About this exercise: Count the lines below that contain the word "road", and report only that number.

[Start of section]

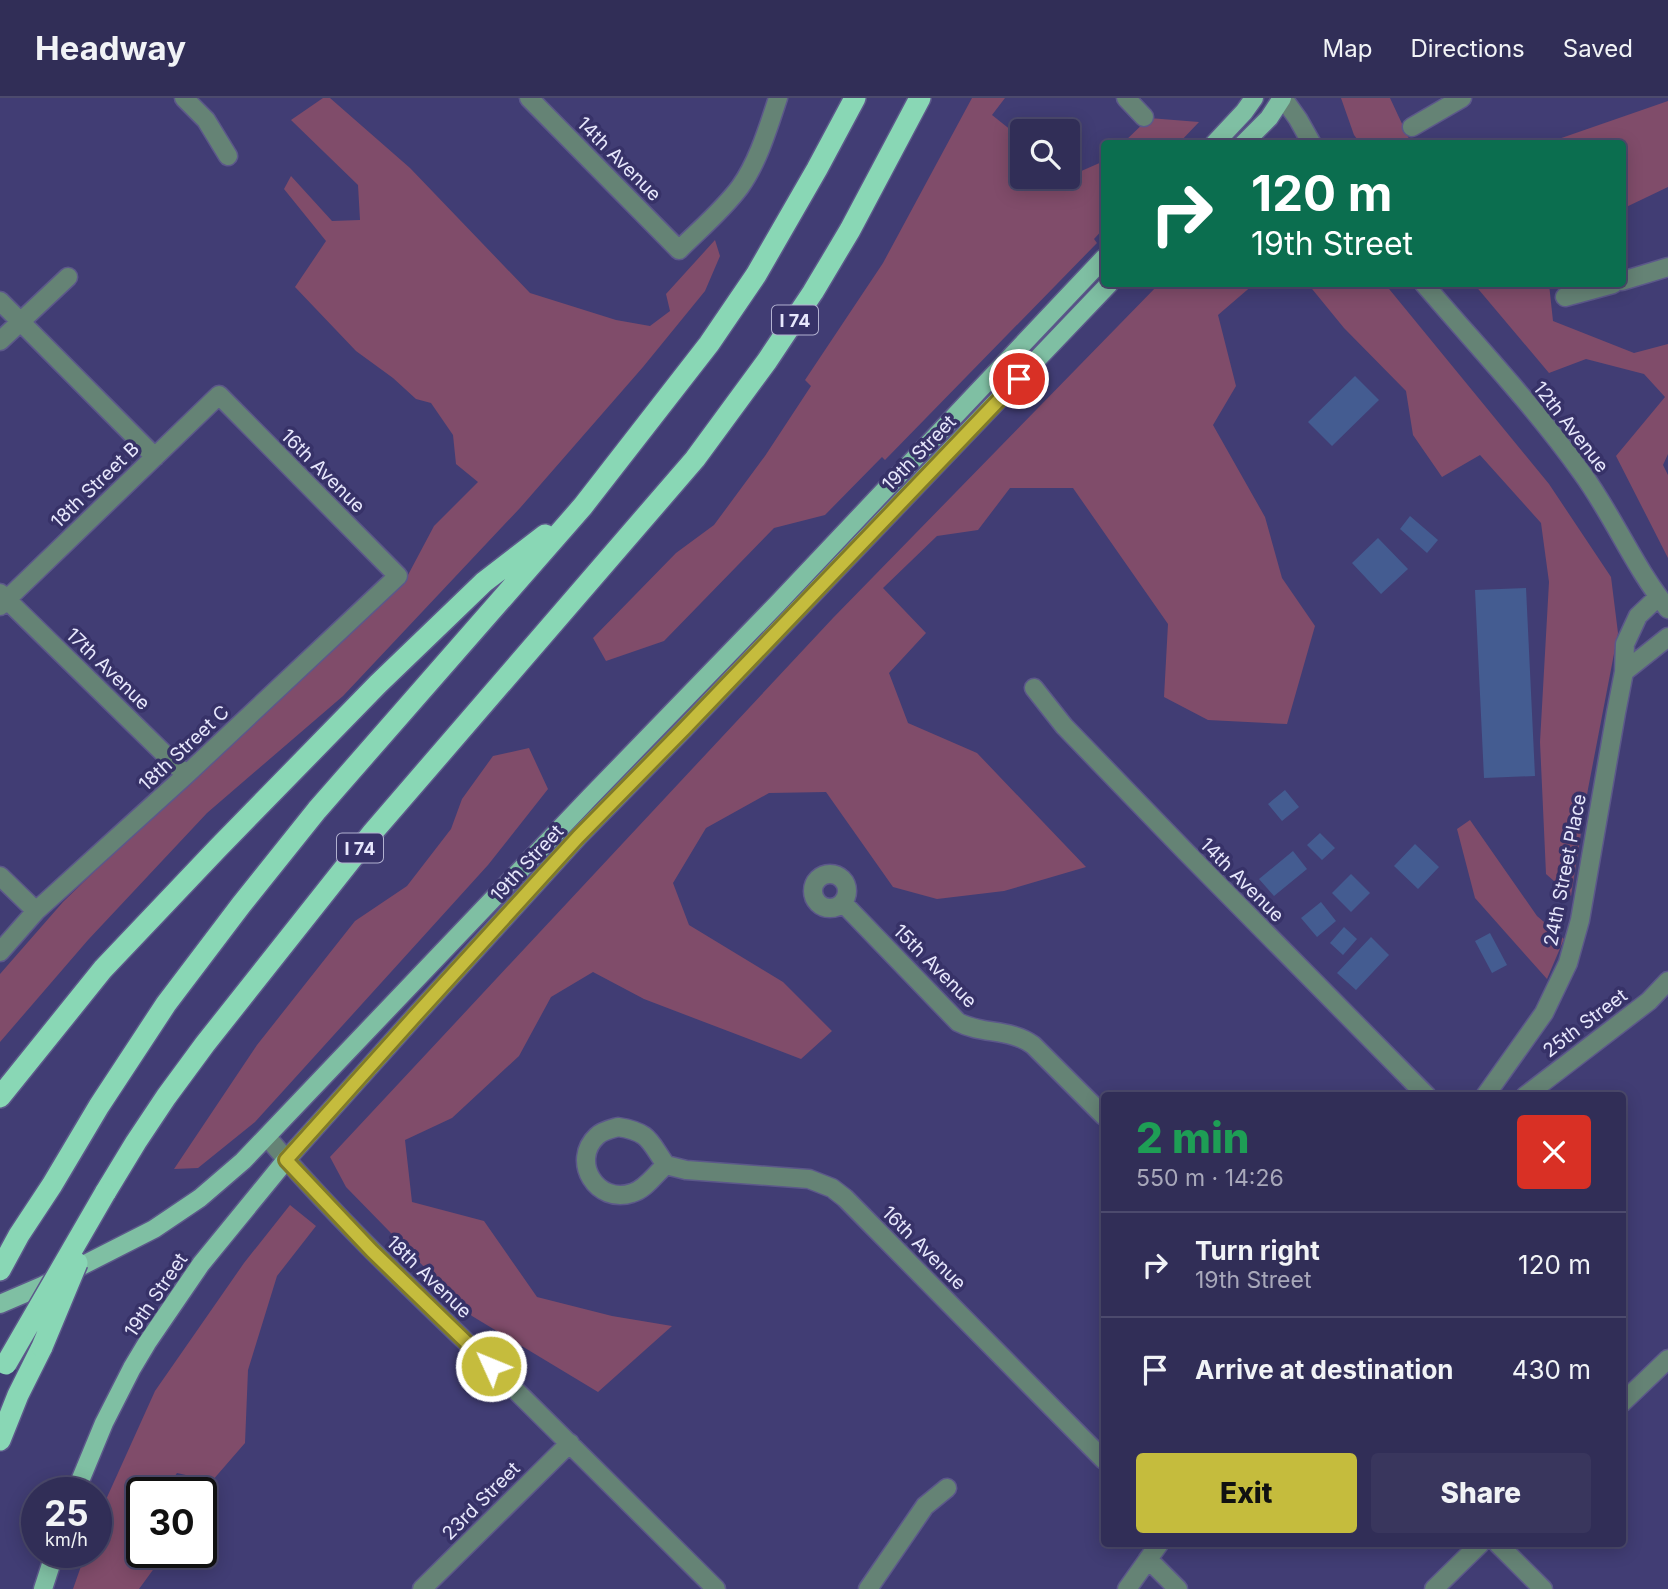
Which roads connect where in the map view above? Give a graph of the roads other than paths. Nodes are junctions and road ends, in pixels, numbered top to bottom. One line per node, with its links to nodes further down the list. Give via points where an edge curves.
1 (184, 98): 17 (street, via 206,120)
2 (529, 98): 3 (street, 14th Avenue, via 679,250 740,187)
3 (778, 98)
4 (855, 98): 31 (highway, via 756,275 702,354)
5 (920, 98): 52 (highway, I 74, via 813,292 695,459 373,832 197,1055)
6 (1126, 98): 11 (street)
7 (1254, 98): 14 (main road)
8 (1282, 98): 12 (street); 15 (main road)
9 (1294, 98): 12 (street)
10 (1462, 98): 13 (street)
11 (1144, 117)
12 (1298, 119): 16 (street)
13 (1412, 127)
14 (1218, 140)
15 (1248, 140)
16 (1310, 140)
17 (228, 156)
18 (1101, 261): 49 (main road, 19th Street)
19 (1668, 267): 21 (street)
20 (68, 277): 27 (street)
21 (1626, 280)
22 (1106, 287): 50 (main road, 19th Street, via 578,837)
23 (1427, 287): 34 (street, 12th Avenue, via 1561,444)
24 (1603, 287): 25 (street)
25 (1565, 298)
26 (0, 301): 27 (street)
27 (21, 322): 28 (street); 30 (street)
28 (0, 341)
29 (219, 394): 30 (street, 18th Street B); 32 (street, 16th Avenue)
30 (155, 457): 33 (street, 18th Street B)
31 (583, 506): 47 (highway, via 484,582 377,684 103,969); 53 (highway, via 317,810 241,905 166,1004)
32 (398, 576): 38 (street, 18th Street C)
33 (2, 600): 38 (street, 17th Avenue)
34 (1663, 603): 36 (street, 24th Street Place, via 1638,616 1625,644)
35 (1668, 637): 36 (street)
36 (1624, 672): 45 (street, 24th Street Place, via 1580,920 1568,963 1544,1013)
37 (1034, 688): 44 (street, 14th Avenue, via 1064,726)
38 (186, 775): 41 (street, 18th Street C)
39 (0, 876): 41 (street)
40 (843, 902): 48 (street, 15th Avenue, via 958,1022 1024,1038)
41 (36, 911): 42 (street, 18th Street C)
42 (0, 952)
43 (1668, 981): 46 (street, 25th Street, via 1649,1001)
44 (1423, 1092)
45 (1488, 1092)
46 (1529, 1092)
47 (0, 1097)
48 (1101, 1113)
49 (267, 1137): 50 (street, 18th Avenue); 54 (main road, 19th Street, via 225,1179 176,1216)
50 (286, 1160): 59 (street, 18th Avenue, via 372,1251); 61 (main road, 19th Street, via 201,1264 147,1343 104,1423)
51 (666, 1165): 51 (street, via 652,1142 618,1127 597,1136 588,1150 587,1175 598,1188 622,1195 647,1185); 60 (street, 16th Avenue, via 809,1179 832,1188)
52 (106, 1193): 56 (highway, I 74, bridge); 58 (highway, bridge)
53 (0, 1270)
54 (0, 1304)
55 (1668, 1359): 57 (street)
56 (3, 1370)
57 (1626, 1399)
58 (0, 1440)
59 (570, 1443): 68 (street, 23rd Street); 69 (street, 18th Avenue)
60 (1101, 1457)
61 (82, 1477)
62 (947, 1488): 70 (street, via 925,1506)
63 (1477, 1547): 73 (street)
64 (1501, 1547): 74 (street)
65 (1153, 1551): 71 (street); 72 (street)
66 (50, 1568): 67 (main road)
67 (43, 1589)
68 (422, 1589)
69 (716, 1589)
70 (867, 1589)
71 (1127, 1589)
72 (1178, 1589)
73 (1434, 1589)
74 (1543, 1589)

[End of section]

Solution to this problem: 8